Micromega Dynamics, le détective wallon des vibrations qui a séduit Tesla

Sa cible? Les oscillations indésirables des structures et grosses machines. L'entreprise compte parmi ses clients de grands noms tels que Lhoist ou encore Alstom.

Dans le port de New York, une solution wallonne vient d'être activée. Elle permet désormais au gestionnaire de détecter l'état de dégradation des rails utilisés par les différentes grues amenées à charger et décharger les millions de tonnes de marchandises des milliers de navires qui y transitent chaque année. Ceci, afin d'éviter d'endommager les bras mécaniques qui jalonnent les quais, d'une valeur de plusieurs millions d'euros.

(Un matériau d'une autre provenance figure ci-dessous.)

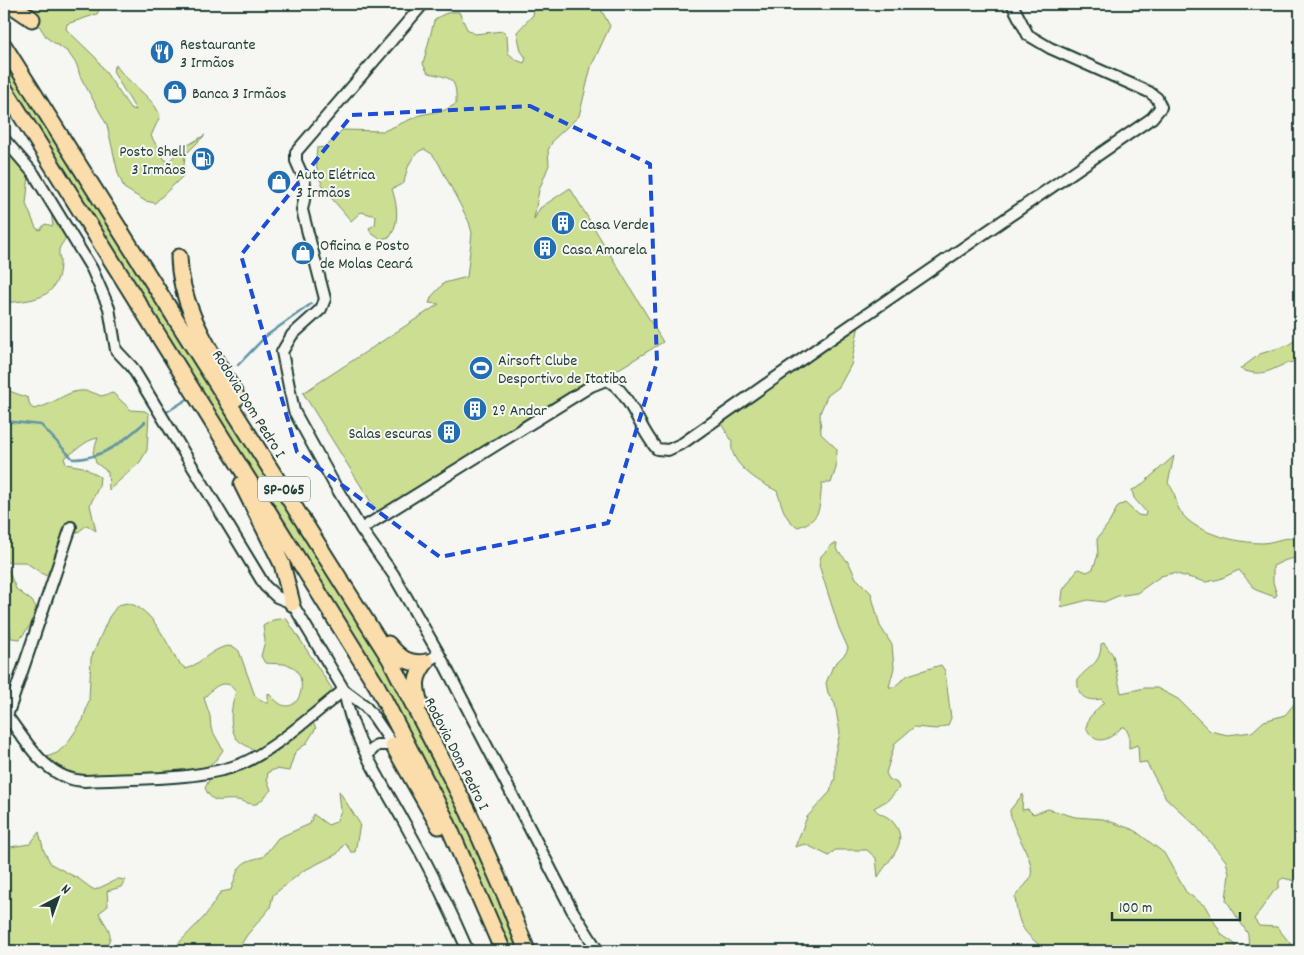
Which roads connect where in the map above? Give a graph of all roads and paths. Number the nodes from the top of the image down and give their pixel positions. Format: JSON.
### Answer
{"nodes":[{"id":1,"x":10,"y":4,"type":"edge"},
{"id":2,"x":423,"y":4,"type":"edge"},
{"id":3,"x":1012,"y":4,"type":"edge"},
{"id":4,"x":32,"y":19,"type":"dead end"},
{"id":5,"x":4,"y":46,"type":"edge"},
{"id":6,"x":4,"y":88,"type":"edge"},
{"id":7,"x":4,"y":139,"type":"edge"},
{"id":8,"x":179,"y":256,"type":"dead end"},
{"id":9,"x":191,"y":385,"type":"junction"},
{"id":10,"x":296,"y":508,"type":"junction"},
{"id":11,"x":71,"y":527,"type":"dead end"},
{"id":12,"x":361,"y":529,"type":"junction"},
{"id":13,"x":292,"y":603,"type":"junction"},
{"id":14,"x":356,"y":606,"type":"junction"},
{"id":15,"x":433,"y":658,"type":"junction"},
{"id":16,"x":344,"y":690,"type":"junction"},
{"id":17,"x":428,"y":730,"type":"junction"},
{"id":18,"x":392,"y":745,"type":"junction"},
{"id":19,"x":367,"y":755,"type":"junction"},
{"id":20,"x":501,"y":945,"type":"edge"},
{"id":21,"x":468,"y":951,"type":"edge"},
{"id":22,"x":527,"y":951,"type":"edge"},
{"id":23,"x":598,"y":951,"type":"edge"}],
"edges":[{"from":1,"to":4,"type":"highway"},
{"from":2,"to":12,"type":"street"},
{"from":3,"to":12,"type":"street"},
{"from":5,"to":10,"type":"highway","name":"Rodovia Dom Pedro I","number":"SP-065"},
{"from":6,"to":9,"type":"highway","number":"SP-065"},
{"from":7,"to":13,"type":"street"},
{"from":8,"to":10,"type":"highway"},
{"from":9,"to":13,"type":"highway"},
{"from":9,"to":20,"type":"highway","number":"SP-065"},
{"from":10,"to":14,"type":"highway","name":"Rodovia Dom Pedro I","number":"SP-065"},
{"from":11,"to":16,"type":"street"},
{"from":12,"to":15,"type":"street"},
{"from":13,"to":16,"type":"street"},
{"from":14,"to":15,"type":"highway"},
{"from":14,"to":17,"type":"highway","name":"Rodovia Dom Pedro I","number":"SP-065"},
{"from":15,"to":17,"type":"highway"},
{"from":15,"to":23,"type":"street"},
{"from":16,"to":18,"type":"street"},
{"from":16,"to":19,"type":"street"},
{"from":17,"to":22,"type":"highway","name":"Rodovia Dom Pedro I","number":"SP-065"},
{"from":18,"to":19,"type":"street"},
{"from":18,"to":20,"type":"highway"},
{"from":19,"to":21,"type":"street"}]}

"On est très content du résultat", se félicitent en chœur les deux fondateurs, Nicolas Loix et Jean-Philippe Verschueren, tous deux ingénieurs. Pour autant, il ne s'agit pas là d'un cas isolé. En effet, le savoir-faire de la société Micromega Dynamics est recherché dans le monde entier, ce qui explique d'ailleurs que 90% de son chiffre d'affaires (d'environ 2 millions d'euros) est réalisé à l'export.

90%
La quasi-totalité du chiffre d'affaires de Micromega Dynamics est réalisée à l'export.

Made in Belgium

On retrouve les petits boîtiers, "conçus et fabriqués ici en Belgique (dans le zoning de Fernelmont, à une dizaine de kilomètres de Namur, NDLR)", aussi bien dans le monitoring de chantier à proximité d'infrastructures critiques, telles que des aéroports, que dans la supervision des nuisances (vibratoires, sonores…) pouvant être occasionnées dans des carrières en activité.

Mais le potentiel est plus grand encore. C'est pourquoi la société wallonne spécialiste de la détection et de la réduction des vibrations, née dans le giron de l'incubateur tech wallon WSL, vient de se voir octroyer un prêt à long terme d'un million d'euros de la part d'Invest for Jobs.

Un coup de pouce qui va désormais lui permettre d'accroître son parc de machines, pour répondre à une demande croissante, mais aussi de créer de l'emploi – qui est l'objectif principal poursuivi par ce fonds d'investissement unique, créé et géré par les partenaires sociaux, venu lui apporter du carburant. De 15 personnes aujourd'hui, les effectifs devraient être gonflés d'une dizaine de collaborateurs à moyen terme. En priorité, en visant des profils commerciaux, puis, dans un second temps, de support.

Essor de l'industrie 4.0

A cette fin, Micromega Dynamics pourra vanter son expérience. Après tout, la société compte à son actif quelques gros clients tels que Tesla, Lhoist, Alstom, Leica, John Cockerill, ou encore la SNCB et la SNCF. Et ce, pour aussi bien ses nouvelles activités, en plein essor dans le monde de l'industrie 4.0, que pour les plus traditionnelles, allant du renforcement de la sécurité au travail, par la mesure des vibrations perçues par les employés lorsqu'ils utilisent certains outils, à la réduction des oscillations à l'aide de dispositifs ad hoc, en passant par la détection de la présence de glace – et non du risque, comme le fait la concurrence – sur les pales des éoliennes, tant à l'arrêt qu'en rotation, afin de prévenir des dégâts ou des projections malvenues.

Une ascension qui fut rendue possible, outre de conséquents efforts en R&D, grâce au partenariat noué en 2009 avec Wölfel, un bureau d'étude allemand spécialisé en ingénierie. Et pour cause, entré au capital (50%) à l'époque, celui qui conseillait uniquement jusque-là les grands noms de l'industrie (General Electric, Siemens, Enercon…) outre-Rhin a dès lors pu intégrer la technologie wallonne dans son offre de services. Ce qui a servi d'important tremplin au déploiement de la solution namuroise.